Authors
Ying Yang, Chunfeng Pan, Chuan He, Zhaobin Chen, Zhaoyi Quan, Gang Cao
Published in
Frontiers in oncology. Volume 16. Pages 1856923. Epub Jun 03, 2026.
Abstract
Brainstem hemangioblastomas (HBs) are rare, highly vascularized benign tumors that pose significant surgical challenges due to their deep location, proximity to critical neural structures, and arteriovenous malformation (AVM)-like angioarchitecture. Preoperative embolization carries a high risk of edema or hemorrhage, and piecemeal resection is often impossible. The intraoperative use of FLOW800 color-coded fluorescence angiography may improve real-time hemodynamic assessment, but its application in brainstem HB surgery is rarely reported.

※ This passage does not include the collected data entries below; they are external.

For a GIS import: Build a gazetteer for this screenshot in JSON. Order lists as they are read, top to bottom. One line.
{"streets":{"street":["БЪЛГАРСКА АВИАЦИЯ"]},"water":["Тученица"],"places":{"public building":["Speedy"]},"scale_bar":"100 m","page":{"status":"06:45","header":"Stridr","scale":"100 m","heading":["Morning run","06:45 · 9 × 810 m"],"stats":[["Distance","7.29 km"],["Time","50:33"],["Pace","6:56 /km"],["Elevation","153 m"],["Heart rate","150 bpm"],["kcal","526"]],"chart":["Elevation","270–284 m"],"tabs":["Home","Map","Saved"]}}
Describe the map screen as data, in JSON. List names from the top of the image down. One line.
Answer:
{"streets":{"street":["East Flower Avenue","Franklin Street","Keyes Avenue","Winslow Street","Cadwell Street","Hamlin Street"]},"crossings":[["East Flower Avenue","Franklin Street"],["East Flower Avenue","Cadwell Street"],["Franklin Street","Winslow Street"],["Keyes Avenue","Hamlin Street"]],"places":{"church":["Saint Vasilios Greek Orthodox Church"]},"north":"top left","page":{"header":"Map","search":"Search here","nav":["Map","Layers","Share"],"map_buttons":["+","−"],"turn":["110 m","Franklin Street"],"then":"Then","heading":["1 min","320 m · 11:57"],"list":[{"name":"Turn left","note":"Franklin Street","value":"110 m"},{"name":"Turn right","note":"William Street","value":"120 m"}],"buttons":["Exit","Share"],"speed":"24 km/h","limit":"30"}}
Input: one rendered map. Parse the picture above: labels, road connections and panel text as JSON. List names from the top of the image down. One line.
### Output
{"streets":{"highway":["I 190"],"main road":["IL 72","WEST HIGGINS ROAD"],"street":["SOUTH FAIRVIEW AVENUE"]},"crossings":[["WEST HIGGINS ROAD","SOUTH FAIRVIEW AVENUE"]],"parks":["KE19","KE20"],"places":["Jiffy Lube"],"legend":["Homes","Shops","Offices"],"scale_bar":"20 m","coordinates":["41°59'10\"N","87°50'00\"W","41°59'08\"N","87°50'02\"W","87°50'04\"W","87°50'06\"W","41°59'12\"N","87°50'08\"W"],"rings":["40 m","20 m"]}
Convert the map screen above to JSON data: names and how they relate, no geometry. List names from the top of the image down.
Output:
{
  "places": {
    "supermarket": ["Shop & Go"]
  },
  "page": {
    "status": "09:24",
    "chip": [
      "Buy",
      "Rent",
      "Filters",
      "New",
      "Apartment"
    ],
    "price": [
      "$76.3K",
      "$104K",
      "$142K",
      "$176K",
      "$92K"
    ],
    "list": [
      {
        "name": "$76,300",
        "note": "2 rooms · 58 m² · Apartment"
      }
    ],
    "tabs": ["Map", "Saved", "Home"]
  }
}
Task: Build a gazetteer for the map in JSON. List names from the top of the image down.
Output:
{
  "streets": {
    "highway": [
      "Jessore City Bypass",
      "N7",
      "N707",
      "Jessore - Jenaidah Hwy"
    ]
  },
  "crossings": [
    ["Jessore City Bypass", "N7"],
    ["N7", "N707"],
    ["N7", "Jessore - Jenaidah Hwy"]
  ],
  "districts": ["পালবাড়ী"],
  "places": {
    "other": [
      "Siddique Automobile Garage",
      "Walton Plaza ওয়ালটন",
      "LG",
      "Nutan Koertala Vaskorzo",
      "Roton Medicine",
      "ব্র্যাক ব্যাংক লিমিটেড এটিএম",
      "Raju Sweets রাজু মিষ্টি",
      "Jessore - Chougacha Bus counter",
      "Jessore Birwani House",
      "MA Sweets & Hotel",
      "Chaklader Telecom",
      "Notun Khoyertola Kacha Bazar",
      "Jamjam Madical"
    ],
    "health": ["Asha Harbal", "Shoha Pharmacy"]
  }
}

A 39-year-old female presented with headache, dizziness, and ataxia. Imaging revealed a brainstem HB involving the fourth ventricle and cerebellar vermis, with obstructive hydrocephalus and syringomyelia. The patient underwent a suboccipital median approach. Intraoperatively, FLOW800 under a Zeiss microscope was used to differentiate feeding arteries from draining veins. Following FLOW800 guidance, the tumor was dissected circumferentially with en bloc resection, paying extreme gentleness to the brainstem interface, especially at the lower pole adherent to the medulla oblongata. Gross-total resection (2.3 cm × 3.0 cm × 2.4 cm) was achieved with minimal blood loss. The patient recovered well, was extubated 4 hours postoperatively, and had no new cranial nerve or respiratory deficits. Histopathology and immunohistochemistry (inhibin-α+/CD10-/GFAP-/EMA-) confirmed HB and excluded mimics.
For brainstem HBs with AVM-like hypervascularity, FLOW800-guided en bloc peripheral dissection combined with ultra-gentle manipulation of the tumor-brainstem interface allows safe gross-total resection without preoperative embolization. This case supports the routine intraoperative use of FLOW800 in selected brainstem HBs.
PMID:
42318467
Bibliographic data and abstract were imported from PubMed on 19 Jun 2026.